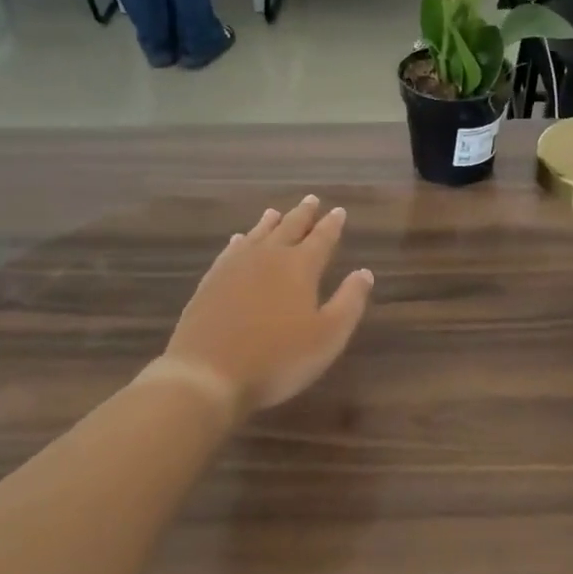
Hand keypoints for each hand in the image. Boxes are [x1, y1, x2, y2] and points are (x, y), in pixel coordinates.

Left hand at [165, 196, 374, 411]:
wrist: (208, 374)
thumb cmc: (278, 358)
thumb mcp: (328, 336)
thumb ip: (349, 301)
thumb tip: (364, 272)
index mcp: (300, 267)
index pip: (321, 238)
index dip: (332, 224)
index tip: (339, 210)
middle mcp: (268, 257)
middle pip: (289, 228)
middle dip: (303, 214)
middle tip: (312, 199)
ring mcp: (234, 267)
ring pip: (257, 235)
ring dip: (270, 223)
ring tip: (277, 212)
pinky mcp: (210, 282)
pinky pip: (230, 251)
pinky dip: (240, 242)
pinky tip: (238, 241)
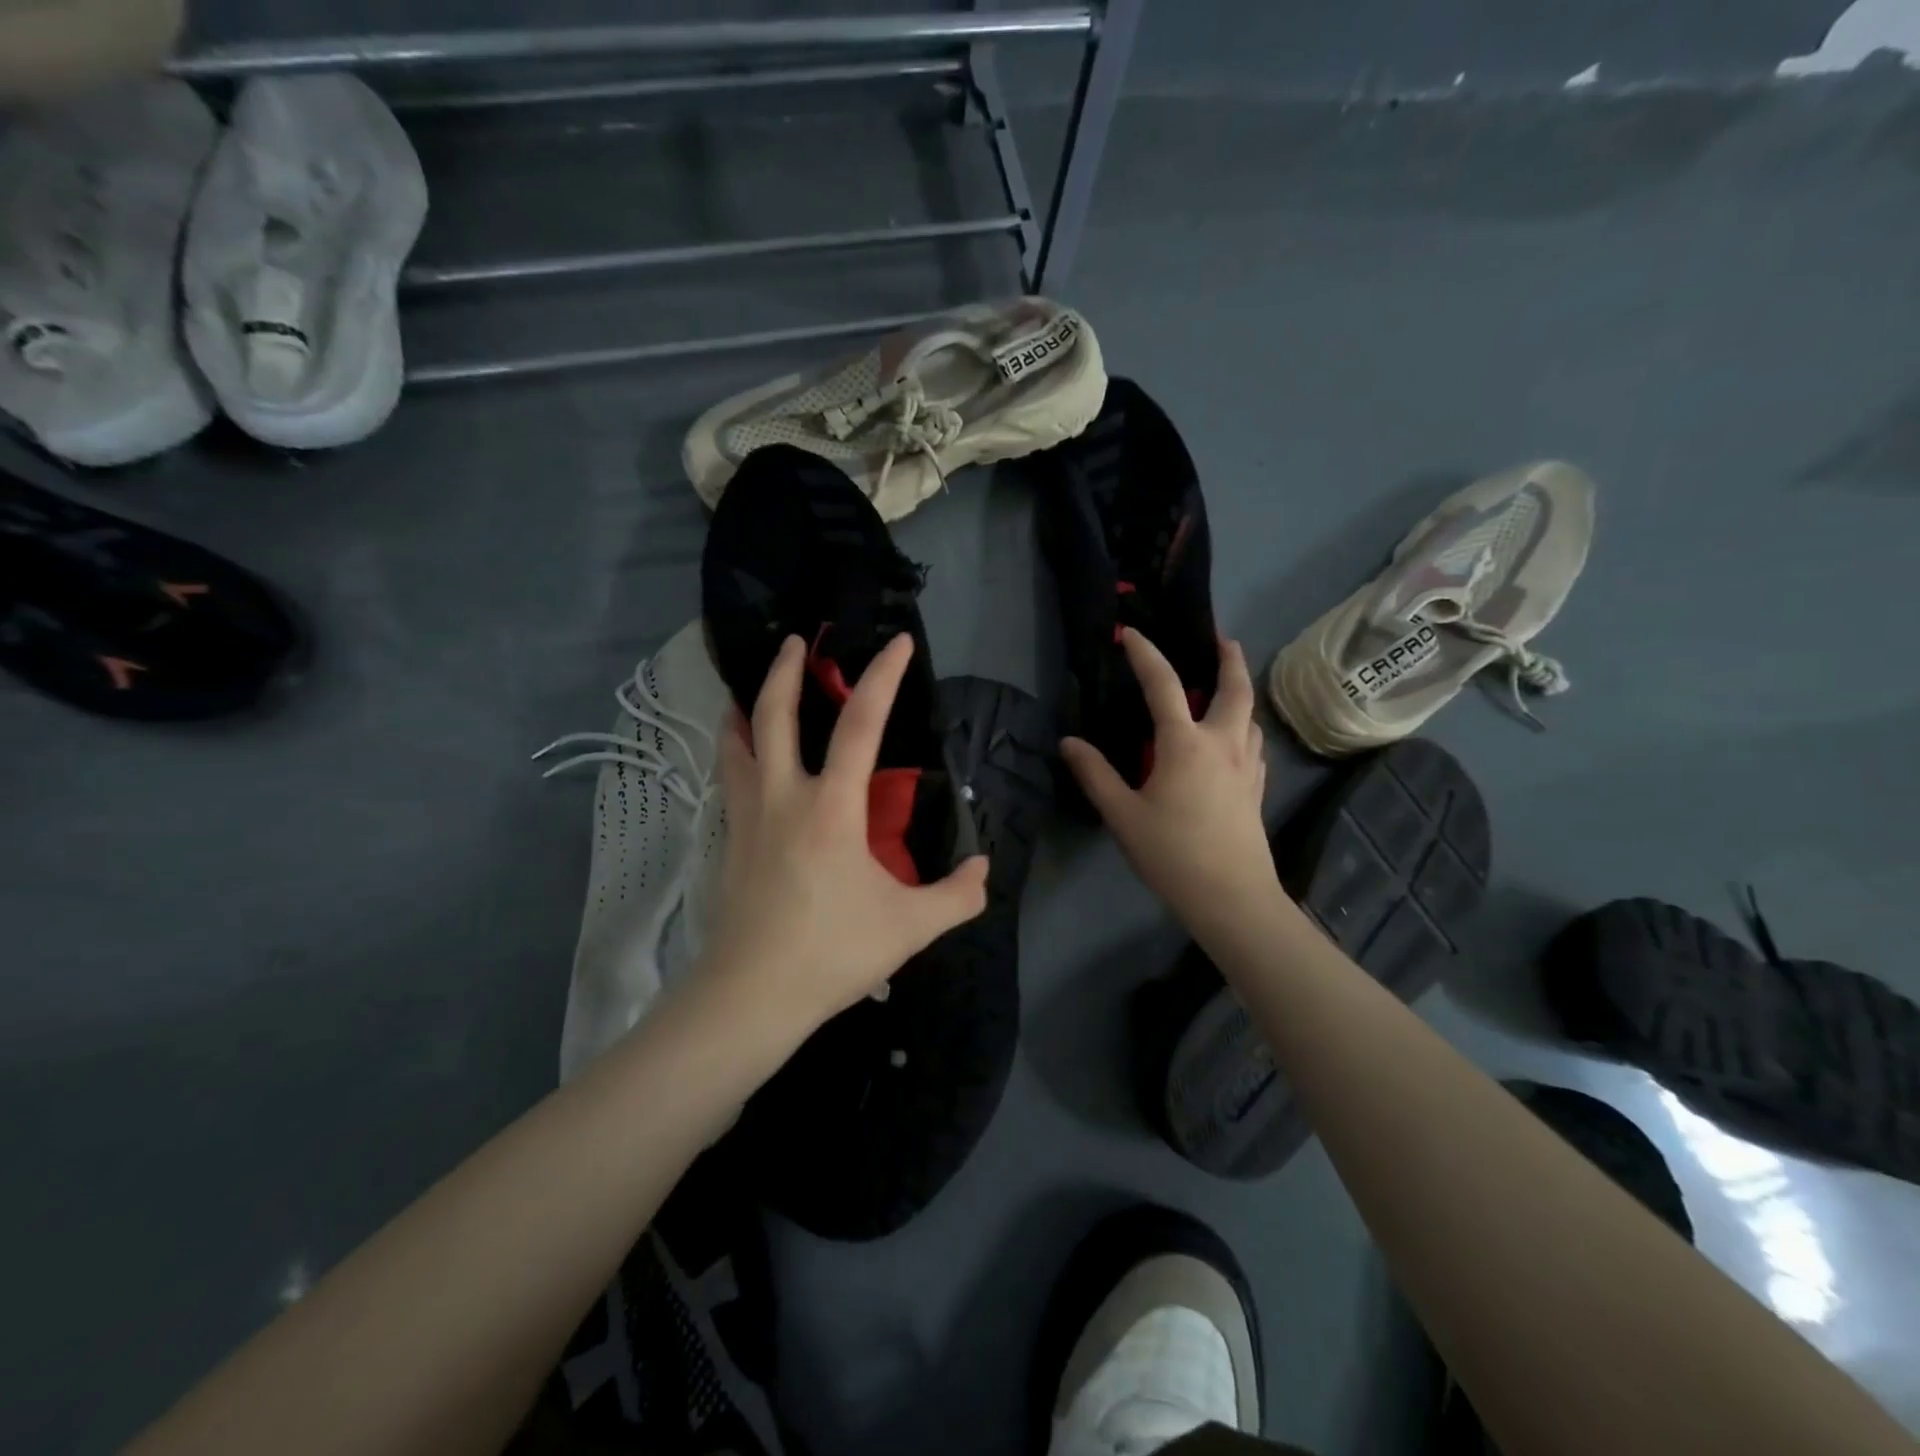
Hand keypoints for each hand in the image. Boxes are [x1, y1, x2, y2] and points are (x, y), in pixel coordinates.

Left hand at [701, 632, 989, 1037]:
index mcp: (831, 807)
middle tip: (797, 640)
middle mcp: (783, 797)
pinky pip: (730, 779)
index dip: (883, 677)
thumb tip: (983, 870)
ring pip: (738, 743)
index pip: (860, 725)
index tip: (898, 642)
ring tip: (754, 689)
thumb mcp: (910, 928)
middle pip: (774, 714)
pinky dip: (736, 752)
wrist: (751, 995)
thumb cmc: (832, 953)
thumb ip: (956, 896)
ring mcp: (747, 816)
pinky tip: (745, 759)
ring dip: (748, 706)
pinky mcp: (728, 840)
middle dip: (785, 669)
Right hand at [1062, 629, 1281, 940]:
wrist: (1231, 897)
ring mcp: (1246, 765)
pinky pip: (1253, 743)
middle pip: (1235, 688)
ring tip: (1226, 689)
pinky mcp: (1256, 787)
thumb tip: (1069, 743)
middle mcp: (1222, 743)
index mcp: (1185, 743)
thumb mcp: (1122, 815)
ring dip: (1240, 693)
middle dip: (1230, 659)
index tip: (1131, 634)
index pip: (1163, 684)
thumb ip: (1095, 774)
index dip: (1145, 653)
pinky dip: (1244, 726)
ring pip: (1250, 715)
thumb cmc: (1172, 854)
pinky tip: (1234, 741)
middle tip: (1223, 640)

----------

→ The task
Every line above should be duplicated exactly; the pictures are to be left out.

→ Solution
Hand keypoints for each hand in the image. Boxes are [x1, y1, x2, y2] and points are (x, y), in pixel coordinates.

Left hand at [165, 196, 374, 411]:
wrist: (208, 374)
thumb cmc: (278, 358)
thumb mcp: (328, 336)
thumb ip: (349, 301)
thumb tip: (364, 272)
index mcp: (300, 267)
index pip: (321, 238)
index dip: (332, 224)
index tip: (339, 210)
middle mcp: (268, 257)
middle pip: (289, 228)
middle dip: (303, 214)
middle tip: (312, 199)
ring mcp: (234, 267)
ring pip: (257, 235)
ring dip: (270, 223)
ring tip: (277, 212)
pinky mcp: (210, 282)
pinky pip: (230, 251)
pinky dip: (240, 242)
pinky tip: (238, 241)
Hand keypoints for each hand in the image. Boxes are [x1, y1, x2, y2] and points are (x, y), in pixel coordinates.

Left hand at [701, 632, 989, 1037]:
index mcp: (831, 807)
middle tip: (797, 640)
middle mcp: (783, 797)
pinky pip: (730, 779)
index dip: (883, 677)
thumb tip: (983, 870)
ring pip: (738, 743)
index pip: (860, 725)
index tip: (898, 642)
ring tip: (754, 689)
thumb mcp: (910, 928)
middle pip: (774, 714)
pinky dip: (736, 752)
wrist: (751, 995)
thumb cmc: (832, 953)
thumb ip: (956, 896)
ring mcp: (747, 816)
pinky tip: (745, 759)
ring dip: (748, 706)
pinky mcp: (728, 840)
middle dip: (785, 669)
Right hand at [1062, 629, 1281, 940]:
wrist: (1231, 897)
ring mcp: (1246, 765)
pinky pip: (1253, 743)
middle pip: (1235, 688)
ring tip: (1226, 689)
pinky mcp: (1256, 787)
thumb tip: (1069, 743)
middle mcp: (1222, 743)
index mcp: (1185, 743)
thumb mcp: (1122, 815)
ring dip: (1240, 693)
middle dip: (1230, 659)
index tip: (1131, 634)
index pip: (1163, 684)
thumb ip: (1095, 774)
index dip: (1145, 653)
pinky dip: (1244, 726)
ring pip: (1250, 715)
thumb cmc: (1172, 854)
pinky tip: (1234, 741)
middle tip: (1223, 640)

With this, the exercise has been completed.